> [Work request] The lines of the records that include "nowrap" should all be copied.

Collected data
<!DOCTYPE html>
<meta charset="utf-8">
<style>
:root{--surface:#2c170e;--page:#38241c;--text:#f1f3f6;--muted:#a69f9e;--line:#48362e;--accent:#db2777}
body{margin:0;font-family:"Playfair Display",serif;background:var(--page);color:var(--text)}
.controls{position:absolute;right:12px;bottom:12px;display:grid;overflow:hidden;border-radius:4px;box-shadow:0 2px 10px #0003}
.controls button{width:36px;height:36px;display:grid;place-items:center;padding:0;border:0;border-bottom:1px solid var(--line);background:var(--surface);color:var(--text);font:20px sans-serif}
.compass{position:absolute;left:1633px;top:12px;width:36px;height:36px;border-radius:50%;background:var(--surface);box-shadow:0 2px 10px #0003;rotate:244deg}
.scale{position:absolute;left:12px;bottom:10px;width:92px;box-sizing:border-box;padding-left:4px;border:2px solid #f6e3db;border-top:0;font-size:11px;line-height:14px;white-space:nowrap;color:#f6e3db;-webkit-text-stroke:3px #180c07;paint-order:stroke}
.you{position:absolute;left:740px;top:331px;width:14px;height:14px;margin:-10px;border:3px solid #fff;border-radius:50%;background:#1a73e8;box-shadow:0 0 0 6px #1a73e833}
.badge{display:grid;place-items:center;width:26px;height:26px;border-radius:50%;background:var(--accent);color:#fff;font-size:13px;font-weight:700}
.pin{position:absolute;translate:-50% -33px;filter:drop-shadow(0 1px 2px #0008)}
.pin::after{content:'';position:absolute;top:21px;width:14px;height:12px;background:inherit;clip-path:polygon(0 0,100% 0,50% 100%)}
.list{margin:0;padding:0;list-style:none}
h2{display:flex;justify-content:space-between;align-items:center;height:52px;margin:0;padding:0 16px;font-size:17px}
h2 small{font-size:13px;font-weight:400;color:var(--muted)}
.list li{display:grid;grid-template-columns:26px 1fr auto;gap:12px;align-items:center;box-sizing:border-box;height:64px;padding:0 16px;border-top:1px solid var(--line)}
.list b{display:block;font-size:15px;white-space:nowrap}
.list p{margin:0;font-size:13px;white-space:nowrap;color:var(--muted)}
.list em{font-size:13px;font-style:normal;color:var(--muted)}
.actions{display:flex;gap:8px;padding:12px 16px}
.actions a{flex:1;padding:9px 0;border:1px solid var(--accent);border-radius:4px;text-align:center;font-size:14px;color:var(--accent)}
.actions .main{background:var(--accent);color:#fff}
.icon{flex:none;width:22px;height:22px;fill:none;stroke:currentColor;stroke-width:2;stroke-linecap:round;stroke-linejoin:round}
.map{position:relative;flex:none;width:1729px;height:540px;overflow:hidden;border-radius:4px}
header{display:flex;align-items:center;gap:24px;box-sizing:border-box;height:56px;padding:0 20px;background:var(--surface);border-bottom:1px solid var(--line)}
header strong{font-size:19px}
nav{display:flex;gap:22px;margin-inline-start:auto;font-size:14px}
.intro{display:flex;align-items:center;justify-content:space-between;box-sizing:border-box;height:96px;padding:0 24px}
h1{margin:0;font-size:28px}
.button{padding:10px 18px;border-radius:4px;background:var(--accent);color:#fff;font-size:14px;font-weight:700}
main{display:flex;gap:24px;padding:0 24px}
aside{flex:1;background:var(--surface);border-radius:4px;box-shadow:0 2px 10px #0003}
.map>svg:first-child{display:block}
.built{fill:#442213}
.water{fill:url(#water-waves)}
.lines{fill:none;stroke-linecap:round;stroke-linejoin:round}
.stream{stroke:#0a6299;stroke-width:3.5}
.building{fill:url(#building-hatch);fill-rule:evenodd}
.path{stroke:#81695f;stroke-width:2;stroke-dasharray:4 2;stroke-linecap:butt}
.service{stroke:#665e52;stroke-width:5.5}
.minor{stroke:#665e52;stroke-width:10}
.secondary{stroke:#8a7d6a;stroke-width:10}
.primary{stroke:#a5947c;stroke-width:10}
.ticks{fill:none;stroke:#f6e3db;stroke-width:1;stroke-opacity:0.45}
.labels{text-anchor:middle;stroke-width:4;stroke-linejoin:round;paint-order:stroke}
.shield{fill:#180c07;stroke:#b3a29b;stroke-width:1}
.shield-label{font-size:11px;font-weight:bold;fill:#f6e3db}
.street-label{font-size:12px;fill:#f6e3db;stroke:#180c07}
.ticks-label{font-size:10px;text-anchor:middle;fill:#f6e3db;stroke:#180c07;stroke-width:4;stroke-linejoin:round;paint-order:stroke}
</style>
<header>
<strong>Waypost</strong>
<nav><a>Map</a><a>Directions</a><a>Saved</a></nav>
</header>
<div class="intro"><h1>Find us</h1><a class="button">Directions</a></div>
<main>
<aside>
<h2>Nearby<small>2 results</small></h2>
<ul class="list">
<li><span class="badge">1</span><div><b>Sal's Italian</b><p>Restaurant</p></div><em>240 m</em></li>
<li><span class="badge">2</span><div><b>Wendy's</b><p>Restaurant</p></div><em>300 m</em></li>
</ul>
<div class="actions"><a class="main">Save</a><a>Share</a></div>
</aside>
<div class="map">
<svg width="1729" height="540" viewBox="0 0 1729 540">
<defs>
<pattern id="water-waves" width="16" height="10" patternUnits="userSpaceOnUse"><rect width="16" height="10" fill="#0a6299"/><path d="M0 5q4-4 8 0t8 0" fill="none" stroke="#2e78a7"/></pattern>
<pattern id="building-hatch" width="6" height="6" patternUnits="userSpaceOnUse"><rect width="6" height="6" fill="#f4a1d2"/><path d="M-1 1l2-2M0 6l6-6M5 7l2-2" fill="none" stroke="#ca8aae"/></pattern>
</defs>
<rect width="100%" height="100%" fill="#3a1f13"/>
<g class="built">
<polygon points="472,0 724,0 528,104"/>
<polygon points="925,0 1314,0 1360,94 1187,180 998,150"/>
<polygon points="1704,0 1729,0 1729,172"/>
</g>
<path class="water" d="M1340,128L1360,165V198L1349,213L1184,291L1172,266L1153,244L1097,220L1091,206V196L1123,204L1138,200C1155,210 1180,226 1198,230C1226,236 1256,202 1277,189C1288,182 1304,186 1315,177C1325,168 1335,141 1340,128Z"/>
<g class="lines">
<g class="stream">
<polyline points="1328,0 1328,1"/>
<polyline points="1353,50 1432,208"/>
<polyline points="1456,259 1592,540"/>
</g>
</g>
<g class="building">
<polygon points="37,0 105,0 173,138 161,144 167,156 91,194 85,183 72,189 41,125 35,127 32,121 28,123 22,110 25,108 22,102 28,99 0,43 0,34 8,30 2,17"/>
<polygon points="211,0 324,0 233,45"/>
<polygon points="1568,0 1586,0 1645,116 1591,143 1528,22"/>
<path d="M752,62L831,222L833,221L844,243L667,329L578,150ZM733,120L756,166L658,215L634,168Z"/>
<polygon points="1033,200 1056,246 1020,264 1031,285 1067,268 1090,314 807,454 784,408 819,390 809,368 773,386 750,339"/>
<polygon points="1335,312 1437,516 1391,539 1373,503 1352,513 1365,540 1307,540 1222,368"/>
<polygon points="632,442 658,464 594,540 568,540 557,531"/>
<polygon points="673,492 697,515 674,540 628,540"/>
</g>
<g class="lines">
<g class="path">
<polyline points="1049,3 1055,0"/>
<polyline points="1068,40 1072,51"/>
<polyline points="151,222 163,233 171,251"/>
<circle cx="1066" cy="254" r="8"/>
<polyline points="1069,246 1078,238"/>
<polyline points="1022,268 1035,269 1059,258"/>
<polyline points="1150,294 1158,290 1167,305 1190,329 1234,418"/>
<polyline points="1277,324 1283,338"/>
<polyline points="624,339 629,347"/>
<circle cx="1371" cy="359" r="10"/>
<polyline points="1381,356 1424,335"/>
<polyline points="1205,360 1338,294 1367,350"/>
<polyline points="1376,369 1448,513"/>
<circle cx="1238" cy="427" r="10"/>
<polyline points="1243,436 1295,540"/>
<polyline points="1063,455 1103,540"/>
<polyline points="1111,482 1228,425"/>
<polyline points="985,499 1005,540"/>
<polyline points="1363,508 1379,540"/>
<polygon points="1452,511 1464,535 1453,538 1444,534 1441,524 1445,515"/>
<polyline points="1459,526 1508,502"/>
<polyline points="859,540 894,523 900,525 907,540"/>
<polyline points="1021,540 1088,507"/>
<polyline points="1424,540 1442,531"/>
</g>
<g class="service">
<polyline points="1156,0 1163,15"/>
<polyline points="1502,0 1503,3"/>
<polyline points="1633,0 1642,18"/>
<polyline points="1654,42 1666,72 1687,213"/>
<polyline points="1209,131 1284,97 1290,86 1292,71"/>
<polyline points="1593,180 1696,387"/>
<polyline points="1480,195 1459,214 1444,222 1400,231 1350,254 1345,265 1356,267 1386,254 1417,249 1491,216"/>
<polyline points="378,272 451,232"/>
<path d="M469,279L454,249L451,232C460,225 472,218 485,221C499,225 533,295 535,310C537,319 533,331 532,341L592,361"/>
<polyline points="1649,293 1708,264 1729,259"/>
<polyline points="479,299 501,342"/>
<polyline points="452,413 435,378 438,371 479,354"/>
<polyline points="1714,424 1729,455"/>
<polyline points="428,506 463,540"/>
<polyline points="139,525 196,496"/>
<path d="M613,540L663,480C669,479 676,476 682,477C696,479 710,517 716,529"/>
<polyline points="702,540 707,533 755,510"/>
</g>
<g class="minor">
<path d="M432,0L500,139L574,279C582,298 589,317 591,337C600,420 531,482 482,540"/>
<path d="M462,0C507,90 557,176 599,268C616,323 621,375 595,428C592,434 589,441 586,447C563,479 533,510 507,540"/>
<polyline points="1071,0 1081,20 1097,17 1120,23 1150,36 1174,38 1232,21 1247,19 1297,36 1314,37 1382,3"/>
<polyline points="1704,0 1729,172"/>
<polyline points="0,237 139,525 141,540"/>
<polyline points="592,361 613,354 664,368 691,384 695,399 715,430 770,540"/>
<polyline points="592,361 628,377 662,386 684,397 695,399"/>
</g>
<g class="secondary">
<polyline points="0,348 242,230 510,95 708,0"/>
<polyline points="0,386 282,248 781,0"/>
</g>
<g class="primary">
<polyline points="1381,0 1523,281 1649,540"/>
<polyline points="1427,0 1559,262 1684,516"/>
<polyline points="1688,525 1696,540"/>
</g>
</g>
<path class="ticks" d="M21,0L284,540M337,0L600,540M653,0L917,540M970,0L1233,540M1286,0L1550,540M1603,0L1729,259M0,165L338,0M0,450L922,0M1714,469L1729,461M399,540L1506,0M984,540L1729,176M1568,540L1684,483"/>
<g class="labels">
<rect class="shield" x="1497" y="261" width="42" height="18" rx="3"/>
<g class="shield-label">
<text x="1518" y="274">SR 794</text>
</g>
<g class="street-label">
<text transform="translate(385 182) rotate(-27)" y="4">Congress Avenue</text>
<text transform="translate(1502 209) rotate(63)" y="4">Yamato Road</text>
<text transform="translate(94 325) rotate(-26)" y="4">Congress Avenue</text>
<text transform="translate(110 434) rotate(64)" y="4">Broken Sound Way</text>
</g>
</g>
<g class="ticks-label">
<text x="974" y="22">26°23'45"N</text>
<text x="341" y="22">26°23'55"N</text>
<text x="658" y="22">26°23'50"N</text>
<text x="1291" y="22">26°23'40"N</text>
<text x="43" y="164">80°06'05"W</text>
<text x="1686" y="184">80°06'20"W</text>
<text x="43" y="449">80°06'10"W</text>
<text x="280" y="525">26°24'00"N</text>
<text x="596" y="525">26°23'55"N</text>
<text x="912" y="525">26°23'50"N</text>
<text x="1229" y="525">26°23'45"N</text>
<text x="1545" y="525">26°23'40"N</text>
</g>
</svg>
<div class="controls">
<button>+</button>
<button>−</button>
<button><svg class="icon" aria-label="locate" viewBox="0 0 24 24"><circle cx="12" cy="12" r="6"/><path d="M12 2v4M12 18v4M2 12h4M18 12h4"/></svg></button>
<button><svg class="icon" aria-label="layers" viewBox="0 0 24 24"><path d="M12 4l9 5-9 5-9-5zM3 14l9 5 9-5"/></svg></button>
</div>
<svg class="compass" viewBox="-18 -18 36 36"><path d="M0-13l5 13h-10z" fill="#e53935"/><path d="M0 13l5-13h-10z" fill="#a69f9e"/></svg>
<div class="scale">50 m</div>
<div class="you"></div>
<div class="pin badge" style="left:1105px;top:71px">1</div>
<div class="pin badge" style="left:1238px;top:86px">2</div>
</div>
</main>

> [Reply]
.scale{position:absolute;left:12px;bottom:10px;width:92px;box-sizing:border-box;padding-left:4px;border:2px solid #f6e3db;border-top:0;font-size:11px;line-height:14px;white-space:nowrap;color:#f6e3db;-webkit-text-stroke:3px #180c07;paint-order:stroke}
.list b{display:block;font-size:15px;white-space:nowrap}
.list p{margin:0;font-size:13px;white-space:nowrap;color:var(--muted)}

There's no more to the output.